Une autre chose avait également fait impression tout de suite après le culte, pendant que presque tous étaient encore là, le vieux Rocker, qu'on estimait beaucoup dans le village, s'était avancé vers le pasteur et lui avait fortement serré la main. Et, par la suite, il se rangeait visiblement du côté du pasteur et le fréquentait beaucoup ; cela faisait réfléchir, surtout la vieille génération.
Et même à partir de ce jour, les jeunes qui n'étaient pas fanatiques écoutaient et se laissaient guider.

Je me rappelle quelques bûcherons qui étaient de la même équipe que moi. Avant, ils ne connaissaient que filles et cinéma. Mais un mot du sermon que je n'avais pas remarqué les avait impressionnés. Ce n'est que peu à peu que j'ai découvert la chose, car ils n'en parlaient guère. Le pasteur avait certainement dit quelque chose de ce genre : « Celui qui se scandalise de la Bible et qui a des doutes, et qui croit devoir rejeter tout, m'est plus cher que celui qui vient tous les dimanches, mais qui est trop paresseux et trop indifférent pour réfléchir. »
Cette sincérité leur en avait imposé et c'est ainsi que plus tard quelques-uns des jeunes gens, et justement les plus fortes têtes, se sont comportés comme des hommes.
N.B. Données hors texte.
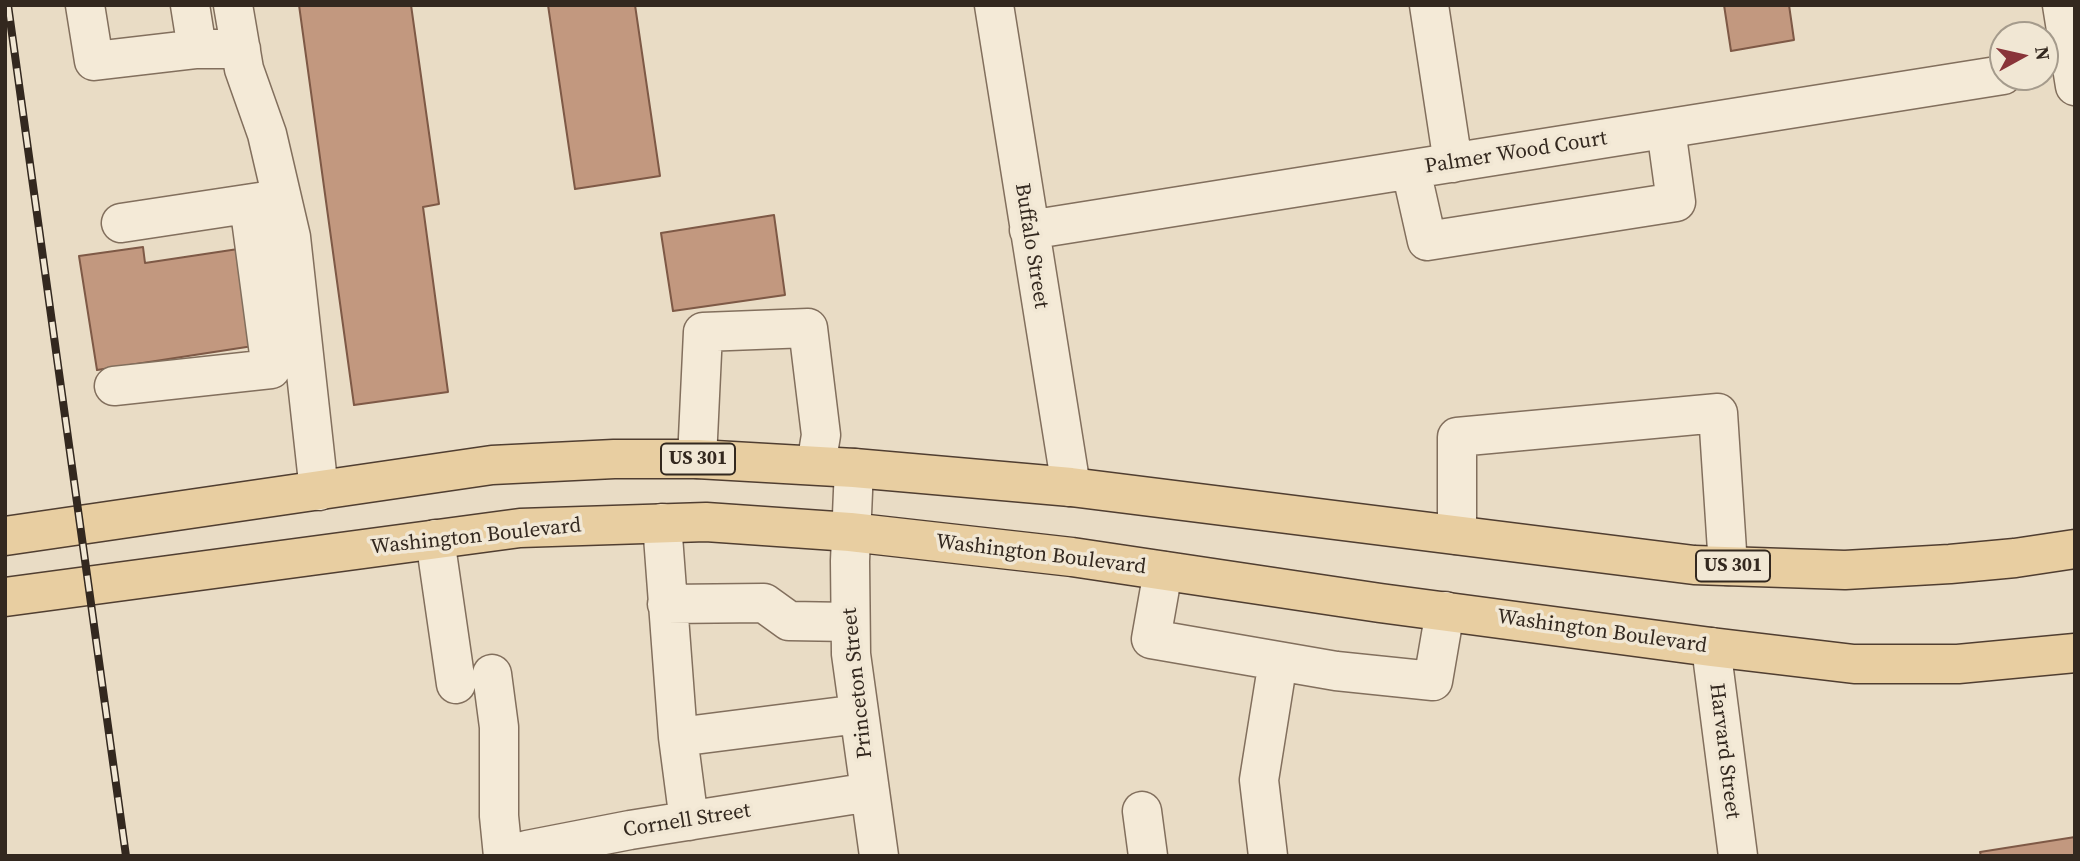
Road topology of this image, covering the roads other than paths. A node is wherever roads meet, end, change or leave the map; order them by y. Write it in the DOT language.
graph roads {
  1 [pos="85,5"];
  2 [pos="190,5"];
  3 [pos="233,5"];
  4 [pos="994,5"];
  5 [pos="1429,5"];
  6 [pos="2062,5"];
  7 [pos="197,49"];
  8 [pos="241,49"];
  9 [pos="2064,73"];
  10 [pos="1989,77"];
  11 [pos="1666,129"];
  12 [pos="1453,163"];
  13 [pos="1411,170"];
  14 [pos="266,201"];
  15 [pos="121,223"];
  16 [pos="1029,230"];
  17 [pos="287,366"];
  18 [pos="114,386"];
  19 [pos="697,459"];
  20 [pos="816,465"];
  21 [pos="854,468"];
  22 [pos="1070,487"];
  23 [pos="319,491"];
  24 [pos="662,523"];
  25 [pos="850,532"];
  26 [pos="1457,535"];
  27 [pos="5,536"];
  28 [pos="435,539"];
  29 [pos="2075,549"];
  30 [pos="1728,566"];
  31 [pos="1163,571"];
  32 [pos="5,597"];
  33 [pos="667,604"];
  34 [pos="1445,611"];
  35 [pos="850,622"];
  36 [pos="1711,647"];
  37 [pos="2075,653"];
  38 [pos="1278,661"];
  39 [pos="492,674"];
  40 [pos="456,684"];
  41 [pos="859,715"];
  42 [pos="678,737"];
  43 [pos="870,792"];
  44 [pos="1142,811"];
  45 [pos="689,821"];
  46 [pos="632,843"];
  47 [pos="516,854"];
  48 [pos="879,856"];
  49 [pos="1148,856"];
  50 [pos="1268,856"];
  51 [pos="1738,856"];
  1 -- 7 [label="street"];
  2 -- 7 [label="street"];
  3 -- 8 [label="street"];
  4 -- 16 [label="street, Buffalo Street"];
  5 -- 12 [label="street"];
  6 -- 9 [label="street"];
  7 -- 8 [label="street"];
  8 -- 14 [label="street"];
  10 -- 11 [label="street, Palmer Wood Court"];
  11 -- 12 [label="street, Palmer Wood Court"];
  11 -- 13 [label="street"];
  12 -- 13 [label="street, Palmer Wood Court"];
  13 -- 16 [label="street, Palmer Wood Court"];
  14 -- 15 [label="street"];
  14 -- 17 [label="street"];
  16 -- 22 [label="street, Buffalo Street"];
  17 -- 18 [label="street"];
  17 -- 23 [label="street"];
  19 -- 20 [label="main road, US 301"];
  19 -- 20 [label="street"];
  19 -- 23 [label="main road, US 301"];
  20 -- 21 [label="main road, US 301"];
  21 -- 22 [label="main road, US 301"];
  21 -- 25 [label="street, Princeton Street"];
  22 -- 26 [label="main road, US 301"];
  23 -- 27 [label="main road, US 301"];
  24 -- 25 [label="main road, Washington Boulevard"];
  24 -- 28 [label="main road, Washington Boulevard"];
  24 -- 33 [label="street"];
  25 -- 31 [label="main road, Washington Boulevard"];
  25 -- 35 [label="street, Princeton Street"];
  26 -- 30 [label="main road, US 301"];
  26 -- 30 [label="street"];
  28 -- 32 [label="main road, Washington Boulevard"];
  28 -- 40 [label="street"];
  29 -- 30 [label="main road, US 301"];
  31 -- 34 [label="main road, Washington Boulevard"];
  31 -- 38 [label="street"];
  33 -- 35 [label="street"];
  33 -- 42 [label="street"];
  34 -- 36 [label="main road, Washington Boulevard"];
  34 -- 38 [label="street"];
  35 -- 41 [label="street, Princeton Street"];
  36 -- 37 [label="main road, Washington Boulevard"];
  36 -- 51 [label="street, Harvard Street"];
  38 -- 50 [label="street"];
  39 -- 47 [label="street"];
  41 -- 42 [label="street"];
  41 -- 43 [label="street, Princeton Street"];
  42 -- 45 [label="street"];
  43 -- 45 [label="street, Cornell Street"];
  43 -- 48 [label="street, Princeton Street"];
  44 -- 49 [label="street"];
  45 -- 46 [label="street, Cornell Street"];
  46 -- 47 [label="street, Cornell Street"];
}
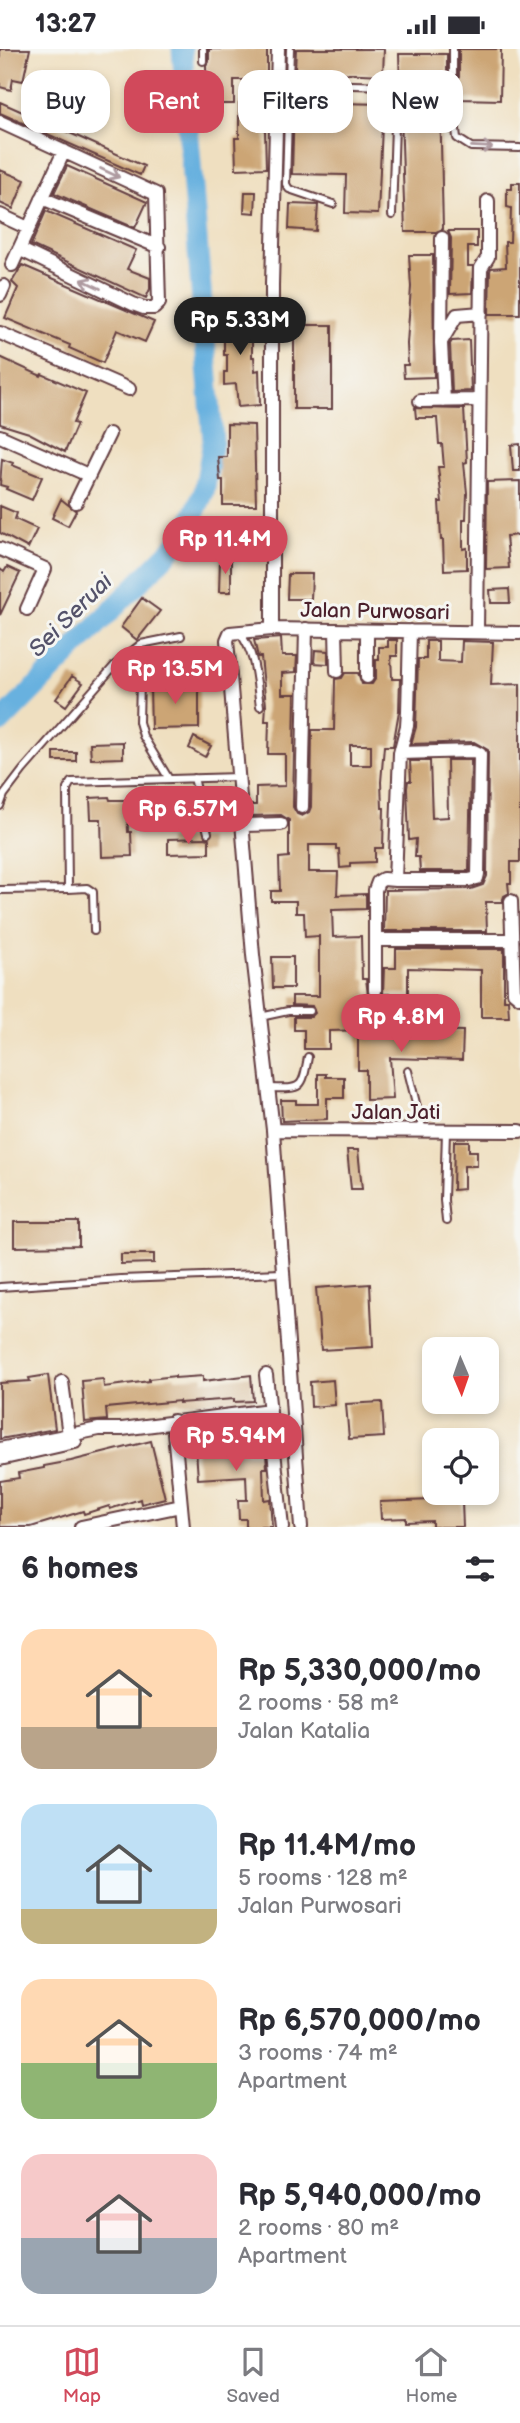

On avait soulevé de la poussière et certains en avaient pris dans l'oeil. On a pu s'en apercevoir à une réunion du conseil municipal. Moi, je n'en étais pas, car je ne suis pas membre du conseil municipal ; mais un de ceux qui y étaient nous l'a raconté.
Dans cette réunion, il s'agissait de la location d'un champ communal et celui de la Tourbière l'avait demandé. Mais Kohler a déclaré qu'un conseiller presbytéral ne recevrait pas de terre communale :
- Ah ! Ah ! nous allons serrer la vis à ces cléricaux.

Et puis, de tous côtés, on s'est attaqué au pasteur. On disait que jusqu'alors on avait eu la paix dans le village, mais que le pasteur troublait l'union du peuple. À la fin, le nouveau maire a tapé du poing sur la table et s'est exclamé :
- Il faut nous débarrasser de cet homme !

Et naturellement, cela aussi a été rapporté au pasteur, mais il ne s'est pas laissé déconcerter : pourtant la division existait, on ne pouvait plus la cacher.

Parmi les nazis qui auparavant allaient régulièrement à l'église il n'en venait plus à présent qu'un seul, pour moucharder. On espionnait le pasteur, on donnait une interprétation politique à tout ce qu'il disait et plus encore à ce qu'il ne disait pas. Les gens du parti n'attendaient rien de l'Eglise que des flagorneries à l'adresse de l'État. Pour tout ce qu'on faisait, on voulait la bénédiction de l'Eglise, afin d'en tirer l'orgueilleuse satisfaction de s'être présenté devant Dieu avec ses exploits et d'avoir obtenu son approbation.
Mais, avec notre pasteur, ils pouvaient bien courir pour récolter les coups d'encensoir ; au lieu de cela, il leur a lancé une fois dans un sermon cette parole des Psaumes :
« Ce n'est pas une grande armée qui sauve le roi, Ce n'est pas une grande force qui délivre le héros, Le cheval est impuissant pour assurer le salut, Et toute sa vigueur ne donne pas la délivrance. Voici, l'oeil de l'Éternel est sur ceux qui le craignent.